Bir tırtılın kozasını yırtıp kelebeğe dönüşmesi gibi büyülü bir şey aşk. Tek sorun bazı kelebekler gibi bir iki haftalık ömrü olması. Hava açmıştı. Geçen pazara inat insanın iliklerine kadar işliyordu güneş. Eşofmanlarıyla çıkmıştı evden kafa dağıtacaktı. Önce fırına uğradı bir tane simit aldı. Yirmi yedi yaşına gelmişti ve hala tek kişilik bir hayatı vardı. Bazen bunalıyordu bu yüzden. Tek kişilik hayatına birilerini sıkıştırmaya çalışıyordu ve her defasında başarısız oluyordu. Kimse onun yaptığı fedakârlığı yapmamıştı bu güne dek. Hep ondan istediler hep ondan çaldılar. Aç karna bir sigara yaktı fırından çıkınca. Adımlarını hızlandırdı. Bugün işe gitmeyecekti kimseyle sözleşmemişti. Kendine ayırmıştı bu pazarı neyin telaşı vardı içinde oda anlamadı. Beyni gönlü o kadar doluydu ki adımlarını hızlandırırsa belki aklını kurcalayan şeylerden, gönlünü yakan acıdan kaçabilecekti.

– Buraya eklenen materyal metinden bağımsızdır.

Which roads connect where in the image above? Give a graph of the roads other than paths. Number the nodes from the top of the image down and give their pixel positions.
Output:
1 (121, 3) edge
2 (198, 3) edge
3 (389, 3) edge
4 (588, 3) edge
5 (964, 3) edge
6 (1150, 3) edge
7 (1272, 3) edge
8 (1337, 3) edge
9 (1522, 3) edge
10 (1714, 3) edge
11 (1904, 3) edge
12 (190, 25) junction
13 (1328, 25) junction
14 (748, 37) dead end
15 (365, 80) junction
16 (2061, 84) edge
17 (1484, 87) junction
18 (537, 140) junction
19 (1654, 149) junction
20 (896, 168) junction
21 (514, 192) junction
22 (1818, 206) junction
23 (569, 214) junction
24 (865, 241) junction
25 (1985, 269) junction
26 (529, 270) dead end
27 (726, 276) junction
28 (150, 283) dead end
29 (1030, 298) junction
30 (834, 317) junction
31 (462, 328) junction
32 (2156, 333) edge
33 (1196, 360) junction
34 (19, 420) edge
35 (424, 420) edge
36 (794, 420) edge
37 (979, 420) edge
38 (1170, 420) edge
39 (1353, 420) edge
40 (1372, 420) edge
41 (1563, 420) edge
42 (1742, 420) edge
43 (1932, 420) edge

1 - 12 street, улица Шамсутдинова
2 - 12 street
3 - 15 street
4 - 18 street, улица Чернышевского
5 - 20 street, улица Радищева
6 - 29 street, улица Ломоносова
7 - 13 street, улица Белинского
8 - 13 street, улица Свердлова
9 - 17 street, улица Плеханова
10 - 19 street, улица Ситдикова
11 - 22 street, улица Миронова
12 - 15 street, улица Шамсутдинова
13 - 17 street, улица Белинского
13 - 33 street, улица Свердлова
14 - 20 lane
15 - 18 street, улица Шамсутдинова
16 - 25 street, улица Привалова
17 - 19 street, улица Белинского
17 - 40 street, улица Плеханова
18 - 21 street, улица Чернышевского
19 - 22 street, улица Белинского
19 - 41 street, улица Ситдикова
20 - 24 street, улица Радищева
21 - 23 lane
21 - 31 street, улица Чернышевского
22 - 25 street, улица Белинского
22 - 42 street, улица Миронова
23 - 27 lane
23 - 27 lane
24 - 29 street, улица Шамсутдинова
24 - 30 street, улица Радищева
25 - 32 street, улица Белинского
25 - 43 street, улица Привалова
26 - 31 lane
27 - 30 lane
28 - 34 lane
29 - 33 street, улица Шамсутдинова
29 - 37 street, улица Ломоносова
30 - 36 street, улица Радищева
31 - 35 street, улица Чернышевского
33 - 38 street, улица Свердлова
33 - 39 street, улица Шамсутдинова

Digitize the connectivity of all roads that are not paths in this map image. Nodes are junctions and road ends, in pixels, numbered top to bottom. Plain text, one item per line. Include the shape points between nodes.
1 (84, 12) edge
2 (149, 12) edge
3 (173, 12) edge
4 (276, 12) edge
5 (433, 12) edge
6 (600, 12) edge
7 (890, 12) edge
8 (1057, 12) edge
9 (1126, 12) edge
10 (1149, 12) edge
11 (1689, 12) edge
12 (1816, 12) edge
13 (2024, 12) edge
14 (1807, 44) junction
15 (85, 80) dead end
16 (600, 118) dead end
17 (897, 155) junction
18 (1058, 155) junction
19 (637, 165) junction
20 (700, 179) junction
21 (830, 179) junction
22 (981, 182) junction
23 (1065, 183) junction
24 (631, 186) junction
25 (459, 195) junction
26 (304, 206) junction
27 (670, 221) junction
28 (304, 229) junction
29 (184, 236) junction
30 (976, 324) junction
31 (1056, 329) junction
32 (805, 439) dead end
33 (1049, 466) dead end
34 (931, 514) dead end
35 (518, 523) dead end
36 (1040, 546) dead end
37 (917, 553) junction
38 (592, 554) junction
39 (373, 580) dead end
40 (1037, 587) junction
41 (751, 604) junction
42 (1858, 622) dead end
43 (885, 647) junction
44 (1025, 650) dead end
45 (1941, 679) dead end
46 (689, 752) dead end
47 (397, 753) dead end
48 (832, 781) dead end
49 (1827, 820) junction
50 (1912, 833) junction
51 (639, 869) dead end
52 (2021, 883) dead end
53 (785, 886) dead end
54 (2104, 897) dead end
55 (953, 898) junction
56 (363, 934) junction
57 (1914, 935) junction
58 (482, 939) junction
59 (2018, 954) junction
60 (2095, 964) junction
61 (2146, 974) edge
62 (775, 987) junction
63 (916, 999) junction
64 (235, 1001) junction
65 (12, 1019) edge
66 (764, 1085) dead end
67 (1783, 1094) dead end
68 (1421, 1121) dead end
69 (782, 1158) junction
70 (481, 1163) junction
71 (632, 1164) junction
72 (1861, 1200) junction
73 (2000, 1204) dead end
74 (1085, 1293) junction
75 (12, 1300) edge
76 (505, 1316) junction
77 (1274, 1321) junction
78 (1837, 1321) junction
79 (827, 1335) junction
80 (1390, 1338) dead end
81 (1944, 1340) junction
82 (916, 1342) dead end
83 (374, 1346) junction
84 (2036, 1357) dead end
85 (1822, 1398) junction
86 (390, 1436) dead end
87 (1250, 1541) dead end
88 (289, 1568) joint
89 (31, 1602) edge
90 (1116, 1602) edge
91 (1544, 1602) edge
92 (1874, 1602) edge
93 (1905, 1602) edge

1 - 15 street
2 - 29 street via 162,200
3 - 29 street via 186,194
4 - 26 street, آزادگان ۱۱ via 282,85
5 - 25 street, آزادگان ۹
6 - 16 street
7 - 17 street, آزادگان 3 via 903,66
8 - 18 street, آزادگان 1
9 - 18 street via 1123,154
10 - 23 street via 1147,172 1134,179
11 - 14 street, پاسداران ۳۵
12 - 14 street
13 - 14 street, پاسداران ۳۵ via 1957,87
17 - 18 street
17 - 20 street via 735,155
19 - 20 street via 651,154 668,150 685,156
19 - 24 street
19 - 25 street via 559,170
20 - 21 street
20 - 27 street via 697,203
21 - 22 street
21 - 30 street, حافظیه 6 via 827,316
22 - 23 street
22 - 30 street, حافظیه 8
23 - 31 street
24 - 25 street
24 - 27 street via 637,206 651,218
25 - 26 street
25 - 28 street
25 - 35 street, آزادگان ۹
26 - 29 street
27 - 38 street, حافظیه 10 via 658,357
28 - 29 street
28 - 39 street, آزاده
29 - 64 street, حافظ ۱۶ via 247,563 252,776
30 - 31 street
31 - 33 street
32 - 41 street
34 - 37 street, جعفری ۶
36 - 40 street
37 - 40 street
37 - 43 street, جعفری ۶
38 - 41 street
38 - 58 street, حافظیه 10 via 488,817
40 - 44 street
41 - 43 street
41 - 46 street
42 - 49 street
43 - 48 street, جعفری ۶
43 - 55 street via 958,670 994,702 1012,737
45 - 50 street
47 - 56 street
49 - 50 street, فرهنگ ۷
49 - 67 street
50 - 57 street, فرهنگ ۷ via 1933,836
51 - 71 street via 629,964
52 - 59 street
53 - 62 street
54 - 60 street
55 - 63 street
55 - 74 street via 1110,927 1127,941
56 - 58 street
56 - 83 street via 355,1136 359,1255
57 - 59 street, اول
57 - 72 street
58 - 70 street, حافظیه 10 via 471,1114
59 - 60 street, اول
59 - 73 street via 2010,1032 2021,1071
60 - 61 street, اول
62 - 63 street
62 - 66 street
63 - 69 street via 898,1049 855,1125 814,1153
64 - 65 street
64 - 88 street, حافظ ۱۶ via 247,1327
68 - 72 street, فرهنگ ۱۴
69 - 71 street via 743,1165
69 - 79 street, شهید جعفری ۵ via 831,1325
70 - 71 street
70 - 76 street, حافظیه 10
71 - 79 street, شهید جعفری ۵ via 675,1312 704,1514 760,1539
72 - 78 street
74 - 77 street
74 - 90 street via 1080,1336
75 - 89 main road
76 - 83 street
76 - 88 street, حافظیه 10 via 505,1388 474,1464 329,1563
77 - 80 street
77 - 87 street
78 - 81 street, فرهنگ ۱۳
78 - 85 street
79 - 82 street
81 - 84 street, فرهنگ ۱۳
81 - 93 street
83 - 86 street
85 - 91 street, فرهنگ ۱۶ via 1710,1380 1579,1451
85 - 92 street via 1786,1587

Dört sene olmuştu bu şehre geleli. İlk başta güzeldi her şey. Geçmişte bırakmıştı geçmişi. Tanımadığı bir şehir tanımadığı insanlar. Artık özgürdü. İlk iki ayını iş aramakla geçirmişti. Biriktirdiği para da azalıyordu. Başvuru için bir şirkete gitmişti. Bekleme odasında üç kişi daha vardı. Aralıklarla çalan telefonlar dışında sessiz ve gergindi ortam. Mülakat için ikişerli olarak içeriye davet edileceklerdi. Yanında ki adama baktı. Siyah takım elbisesi, mavi çizgili beyaz kravatı ve pürüzsüz cildi dikkatini çekti. ?giyinmeyi biliyor' diye geçirdi içinden. Çantasından aynasını çıkarıp son kez baktı yüzüne. ?abartılı mı oldu acaba' diye düşünmeden edemedi.
Sekreter ikisini işaret edip içeriye davet etti. Adam durup önceliği kadını verdi. Sırayla özgeçmişlerini bıraktılar masaya. Daha sonra sorulan sorulara cevap verdiler kendilerince. İşin tek garip yanı ikisinin de aynı dönem aynı üniversite mezunu olmalarıydı. İkisi de halkla ilişkiler okumuştu. Ve hiç denk gelmemişlerdi ne kampüste nede sınıfta. Pazartesi sekizde gelmelerini söylemişti insan kaynakları müdürü. İkisinin de gözlerinin içi gülüyordu mutluluktan. On altı yıl okumanın karşılığını almışlardı sonunda. Binadan çıktıklarında adam ?isterseniz gideceğiniz yere kadar bırakabilirim' dedi. Kadın başını sallamakla yetindi. Arabadayken üniversiteden konu açıldı. Hocalardan sınavlardan vizelerden. Son tatil günleriydi. İki gün sonra mesaiye başlayacaklardı.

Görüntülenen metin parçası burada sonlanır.